Given entries:
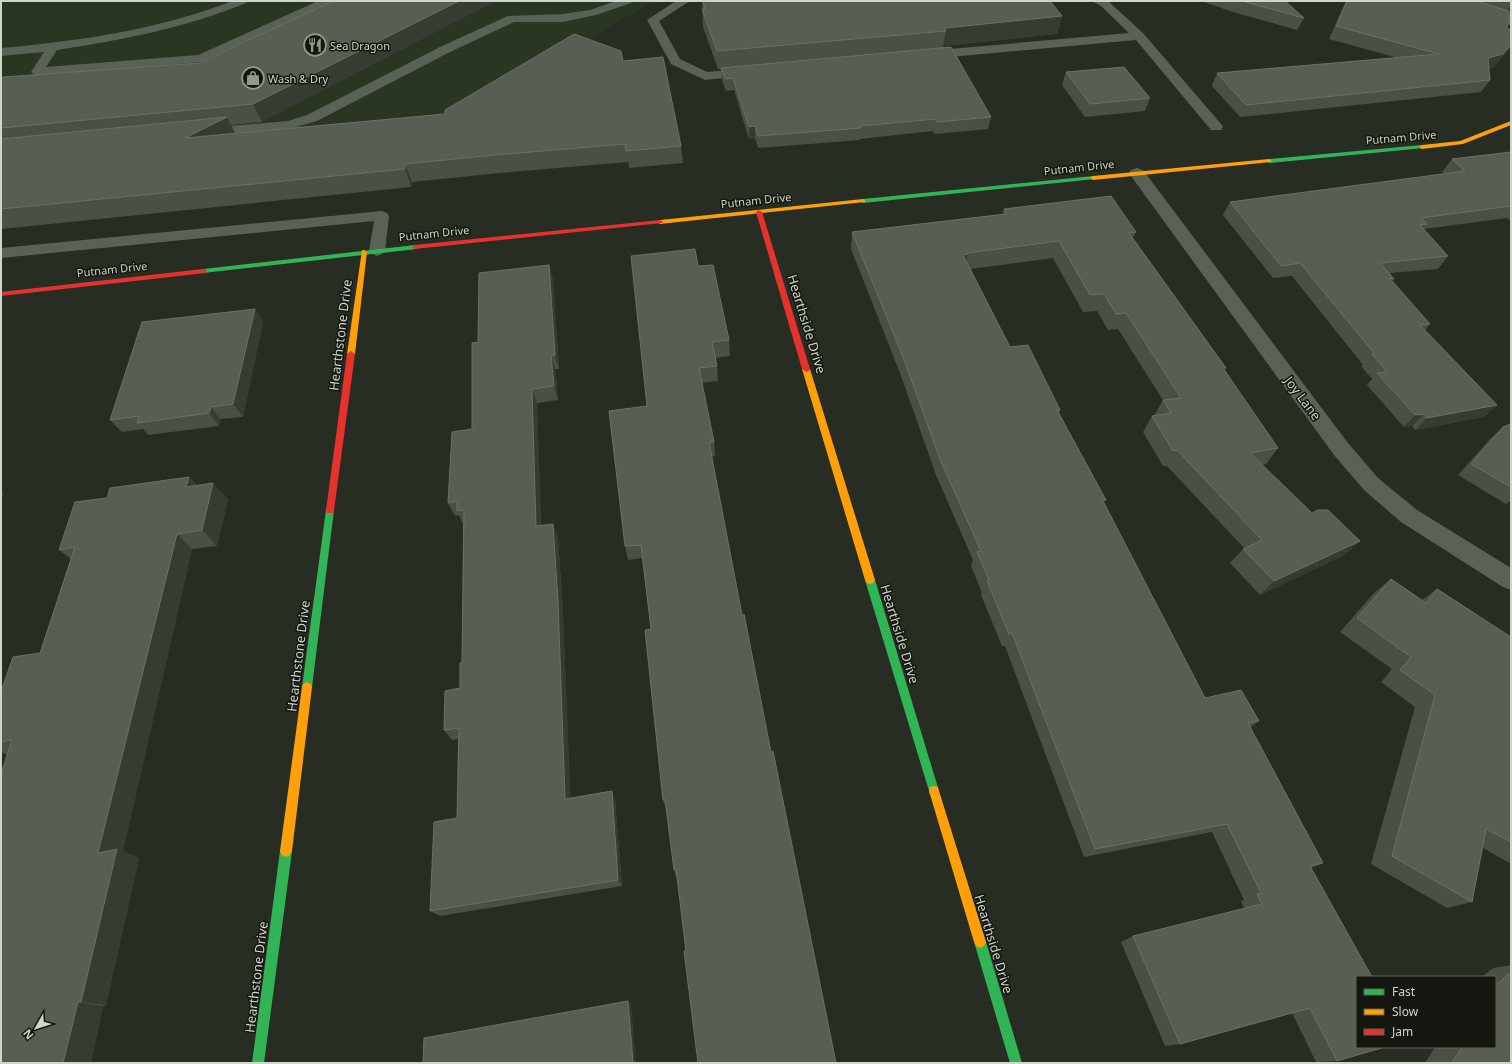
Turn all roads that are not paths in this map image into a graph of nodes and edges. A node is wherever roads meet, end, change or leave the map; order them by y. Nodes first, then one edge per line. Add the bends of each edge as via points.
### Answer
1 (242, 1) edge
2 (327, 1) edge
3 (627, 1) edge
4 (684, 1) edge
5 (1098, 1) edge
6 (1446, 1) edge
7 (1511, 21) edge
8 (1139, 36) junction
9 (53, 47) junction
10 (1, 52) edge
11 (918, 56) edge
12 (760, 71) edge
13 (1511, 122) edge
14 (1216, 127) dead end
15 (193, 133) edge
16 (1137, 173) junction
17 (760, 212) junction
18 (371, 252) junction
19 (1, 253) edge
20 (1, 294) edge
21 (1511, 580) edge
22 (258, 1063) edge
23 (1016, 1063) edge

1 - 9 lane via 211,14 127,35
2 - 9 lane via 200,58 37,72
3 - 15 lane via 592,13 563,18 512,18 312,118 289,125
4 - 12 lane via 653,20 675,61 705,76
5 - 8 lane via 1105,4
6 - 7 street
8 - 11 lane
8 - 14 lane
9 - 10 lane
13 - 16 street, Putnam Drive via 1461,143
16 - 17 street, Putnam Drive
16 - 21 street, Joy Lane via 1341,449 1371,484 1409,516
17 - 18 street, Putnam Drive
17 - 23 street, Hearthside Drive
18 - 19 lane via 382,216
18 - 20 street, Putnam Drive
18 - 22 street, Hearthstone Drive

About this exercise: Reproduce every line of the material above, but drop the pictures.

Problem solution:
Turn all roads that are not paths in this map image into a graph of nodes and edges. A node is wherever roads meet, end, change or leave the map; order them by y. Nodes first, then one edge per line. Add the bends of each edge as via points.
### Answer
1 (242, 1) edge
2 (327, 1) edge
3 (627, 1) edge
4 (684, 1) edge
5 (1098, 1) edge
6 (1446, 1) edge
7 (1511, 21) edge
8 (1139, 36) junction
9 (53, 47) junction
10 (1, 52) edge
11 (918, 56) edge
12 (760, 71) edge
13 (1511, 122) edge
14 (1216, 127) dead end
15 (193, 133) edge
16 (1137, 173) junction
17 (760, 212) junction
18 (371, 252) junction
19 (1, 253) edge
20 (1, 294) edge
21 (1511, 580) edge
22 (258, 1063) edge
23 (1016, 1063) edge

1 - 9 lane via 211,14 127,35
2 - 9 lane via 200,58 37,72
3 - 15 lane via 592,13 563,18 512,18 312,118 289,125
4 - 12 lane via 653,20 675,61 705,76
5 - 8 lane via 1105,4
6 - 7 street
8 - 11 lane
8 - 14 lane
9 - 10 lane
13 - 16 street, Putnam Drive via 1461,143
16 - 17 street, Putnam Drive
16 - 21 street, Joy Lane via 1341,449 1371,484 1409,516
17 - 18 street, Putnam Drive
17 - 23 street, Hearthside Drive
18 - 19 lane via 382,216
18 - 20 street, Putnam Drive
18 - 22 street, Hearthstone Drive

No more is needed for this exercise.